Paul Thomas, dairy consultant, author and director of the Academy of Cheese (UK)

“Providing the knowledge artisan cheesemakers need to produce world class cheese safely, Paul fills an essential gap left by the loss of Government or MMB sponsored sources of knowledge. Previously working as an affineur and cheesemaker, Paul is now a freelance technical adviser and cheesemaking instructor, as well as helping to pioneer the Academy of Cheese.”

Nominated by Mary Quicke, Quicke’s (UK)

 

Peio Etxeleku, Agour Dairy (Basque)

“Peio is a second-generation cheesemaker, but is also an innovator and is demonstrating his great talent with more versions of the traditional Ossau-Iraty PDO. Proud of his region and a defender of its traditions, culture and local language, Peio is always ready to tell the beautiful story about the life of cheese.”

Nominated by Victoria Urresti, technical expert of the tasting committee for the PDO Idiazabel Cheese and member of Artzai Gazta’s technical committee (Basque)

 

Phillip Stansfield, Cornish Cheese Co. (UK)

“To me, Phil has personified the last 30 years of emerging cheesemakers. After he retired from rugby and diversified into cheese making because he couldn’t get enough money for his milk, he has gone onto pioneer a British version of a softer, creamy blue, won World Champion Cheese in 2010 and is still tending his cows and making cheese. A true cheese entrepreneur.”

Nominated by Bob Farrand, chairman of the Guild of Fine Food and founder of the World Cheese Awards (UK)

 

Rina and Norman Belcher, Belnori Boutique Cheesery (South Africa)

“This husband and wife team started in 2003 with a black enamel saucepan, stainless bucket and the milk of four does. With determination, passion, teamwork and excellent management, they have gone onto win numerous awards, including Best South African Cheese at the World Cheese Awards 2016.”

Nominated by Kobus Mulder, dairy industry consultant (South Africa)

 

Sam Frank, Jumi Cheese (USA)

“Starting as a cheesemaking apprentice and then cave manager, Sam has researched cheesemaking with the milk of heritage breed animals and presented his findings to the American Cheese Society. A representative of Jumi Cheese in the US, Sam is a cheesemaker, affineur, monger, and now importer, a clear example of the great talent and expertise in our industry.”
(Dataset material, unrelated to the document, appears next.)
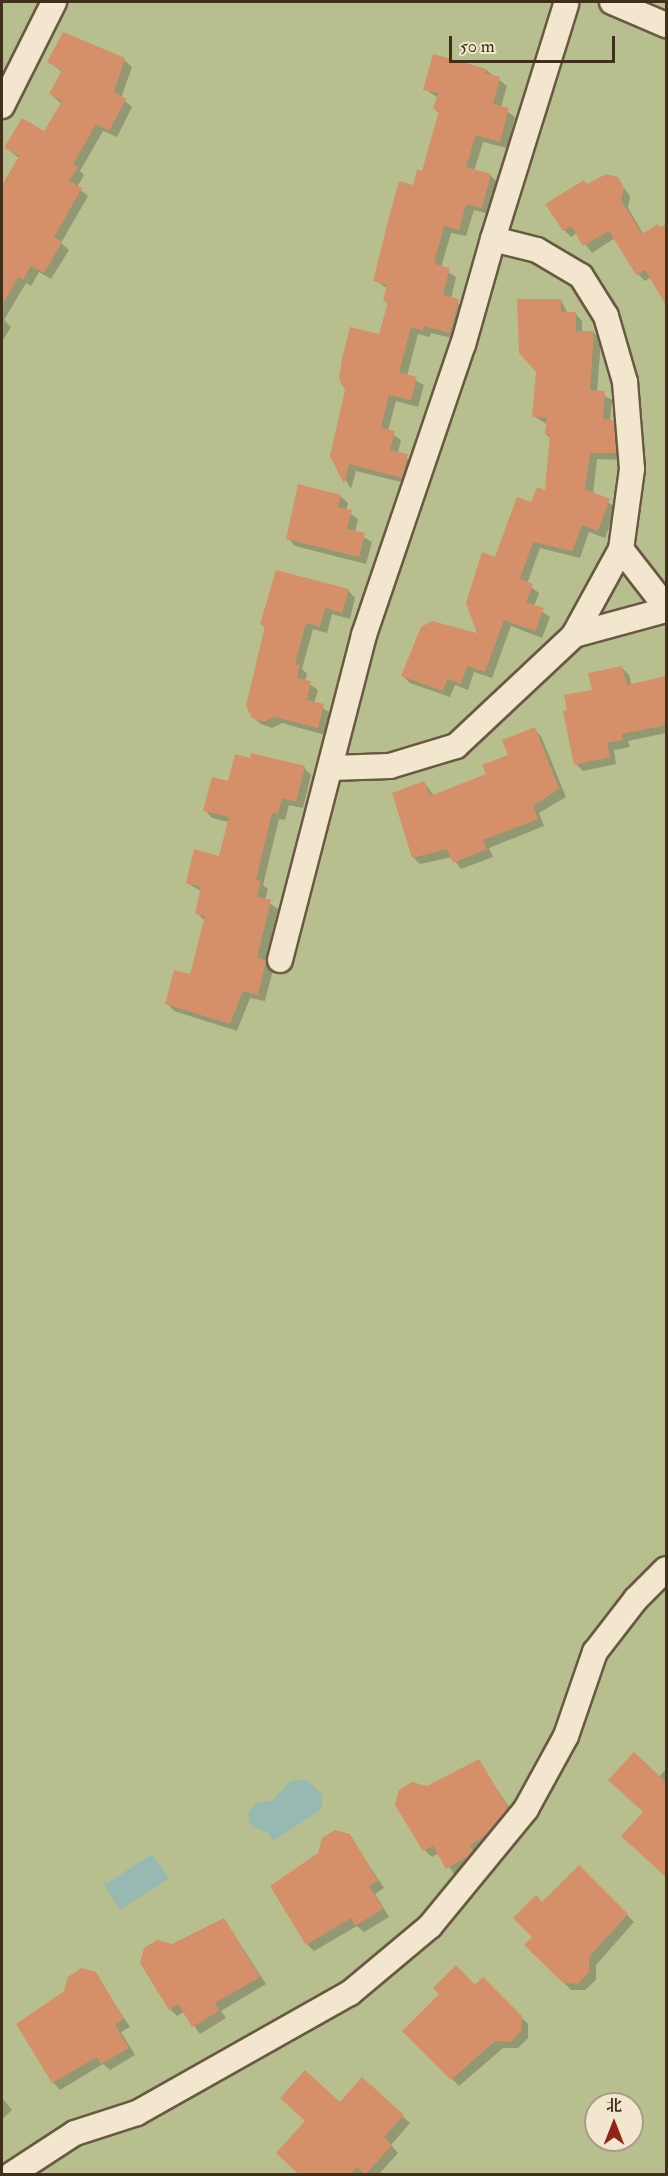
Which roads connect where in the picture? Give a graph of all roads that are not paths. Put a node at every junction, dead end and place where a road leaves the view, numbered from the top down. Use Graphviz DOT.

Nominated by Carlos Yescas, cheesemonger and author (Mexico)

 

Tom and Clare Noblet, Whin Yeats Dairy (UK)

“British territorial cheeses have had a rough ride, so I was delighted to discover a cloth-bound Wensleydale-style cheese called Fellstone. Tom and Clare are doing all the right things. They only have around 80 cows on their 250-acre upland hill farm, and the cheese is made with raw milk, animal rennet and a recipe that pre-dates World War Two. Most importantly, the cheeses are delicious.”

Nominated by Patrick McGuigan, food journalist and cheese writer (UK)

 

The World Cheese Awards will take place on Friday 17 November at Taste of London Festive Edition, which will run from 16-19 November at Tobacco Dock, London.